Working closely together, the two companies now pick up faulty consumer electronics at origin, do failure analyses and – if need be – return them to the original manufacturer in mainland China. “The customer gains visibility of all return materials in the supply chain and can make data-based decisions on the reuse, repair, disposal or even redesign of its products,” it says.
CEO: Mario Harik
XPO is a leading innovator of transport services in Europe, serving an estimated 48,000 customers across 554 locations.

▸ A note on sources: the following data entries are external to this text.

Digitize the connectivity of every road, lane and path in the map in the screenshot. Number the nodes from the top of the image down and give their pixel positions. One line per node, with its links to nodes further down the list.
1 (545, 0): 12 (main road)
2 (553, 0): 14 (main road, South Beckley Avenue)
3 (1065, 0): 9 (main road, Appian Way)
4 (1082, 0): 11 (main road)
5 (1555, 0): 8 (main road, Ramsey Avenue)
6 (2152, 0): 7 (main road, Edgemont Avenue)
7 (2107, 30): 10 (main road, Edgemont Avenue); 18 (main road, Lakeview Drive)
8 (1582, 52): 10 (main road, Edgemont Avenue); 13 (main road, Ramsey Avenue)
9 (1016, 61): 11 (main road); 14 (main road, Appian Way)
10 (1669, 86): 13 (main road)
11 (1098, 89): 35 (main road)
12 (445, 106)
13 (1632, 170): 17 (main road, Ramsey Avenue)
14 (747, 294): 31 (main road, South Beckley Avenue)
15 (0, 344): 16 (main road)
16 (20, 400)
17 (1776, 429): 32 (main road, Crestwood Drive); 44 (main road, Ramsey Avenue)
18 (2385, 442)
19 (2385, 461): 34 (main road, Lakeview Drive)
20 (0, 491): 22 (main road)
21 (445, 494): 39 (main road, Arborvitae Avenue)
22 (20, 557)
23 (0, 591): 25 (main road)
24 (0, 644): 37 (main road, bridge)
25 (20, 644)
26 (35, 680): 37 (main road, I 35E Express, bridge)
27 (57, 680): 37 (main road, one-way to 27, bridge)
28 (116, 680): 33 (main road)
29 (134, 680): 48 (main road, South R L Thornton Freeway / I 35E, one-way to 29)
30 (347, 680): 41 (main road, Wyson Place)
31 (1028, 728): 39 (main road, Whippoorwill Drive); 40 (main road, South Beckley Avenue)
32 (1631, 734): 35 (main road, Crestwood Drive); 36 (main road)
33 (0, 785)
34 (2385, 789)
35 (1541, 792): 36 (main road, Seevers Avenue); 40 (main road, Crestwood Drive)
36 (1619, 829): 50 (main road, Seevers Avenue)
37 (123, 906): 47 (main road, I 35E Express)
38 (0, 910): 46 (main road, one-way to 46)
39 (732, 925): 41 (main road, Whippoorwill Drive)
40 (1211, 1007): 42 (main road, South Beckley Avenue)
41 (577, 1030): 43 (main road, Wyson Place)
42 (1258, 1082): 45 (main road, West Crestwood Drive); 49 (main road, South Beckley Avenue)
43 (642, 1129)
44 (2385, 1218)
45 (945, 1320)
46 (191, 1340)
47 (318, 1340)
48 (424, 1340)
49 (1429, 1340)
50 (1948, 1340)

XPO offers a streamlined reverse logistics solutions that, it says, “improves customer service, increases customer loyalty and retention, and maximises the value of returned goods”. It adds that its “technology-focused approach is backed by years of experience managing return for clients across the globe”.
In total, XPO processes more than 170 million returns annually, with these peaking during the holiday season.
France-based Geodis Geodis is a global freight management and logistics provider. It manages sea and air cargo across five continents.
The company allows customers to optimise reverse logistics, by offering a “proven returns model and international network”. It says that it “designs reverse flows to protect both your profits and the shopper experience”.
Its reverse logistics and returns service includes: product returns management; collection at customer site; sorting, grading, refurbishing, & repair management; omnichannel remarketing; and analytics to optimise product recovery.
CEO: David Bozeman
With around 100K customers in 150 countries across six continents, US-based CH Robinson is one of the world's largest reverse logistics companies. Its services in this area are designed to help businesses minimise waste and cut down on inefficiencies.
In the weeks following the holiday period, the company’s reverse logistics expertise helps businesses maintain control over the reverse flow of items, by offering comprehensive reporting, and smart solutions built on a network of 85,000 contract carriers, through a multimodal transportation management system.
10 Nippon Yusen
CEO: Hiroyuki Okamoto
Japanese shipping company Nippon Yusen is owned by the Mitsubishi Corporation. Alongside its main shipping operations, the company provides end-to-end logistics solutions. Now based in Tokyo, it owns and operates 800 shipping vessels, making it one of the world's largest shipping firms.
Yusen has developed an end-to-end reverse logistics program that provides a system for managing product returns, allowing customers “to recoup revenue while limiting environmental impacts, including a zero-landfill solution”, it says. “Our expert management of products’ aftermarket lifecycle ensures the maximum recovery value for reused goods and that recycling is handled responsibly.”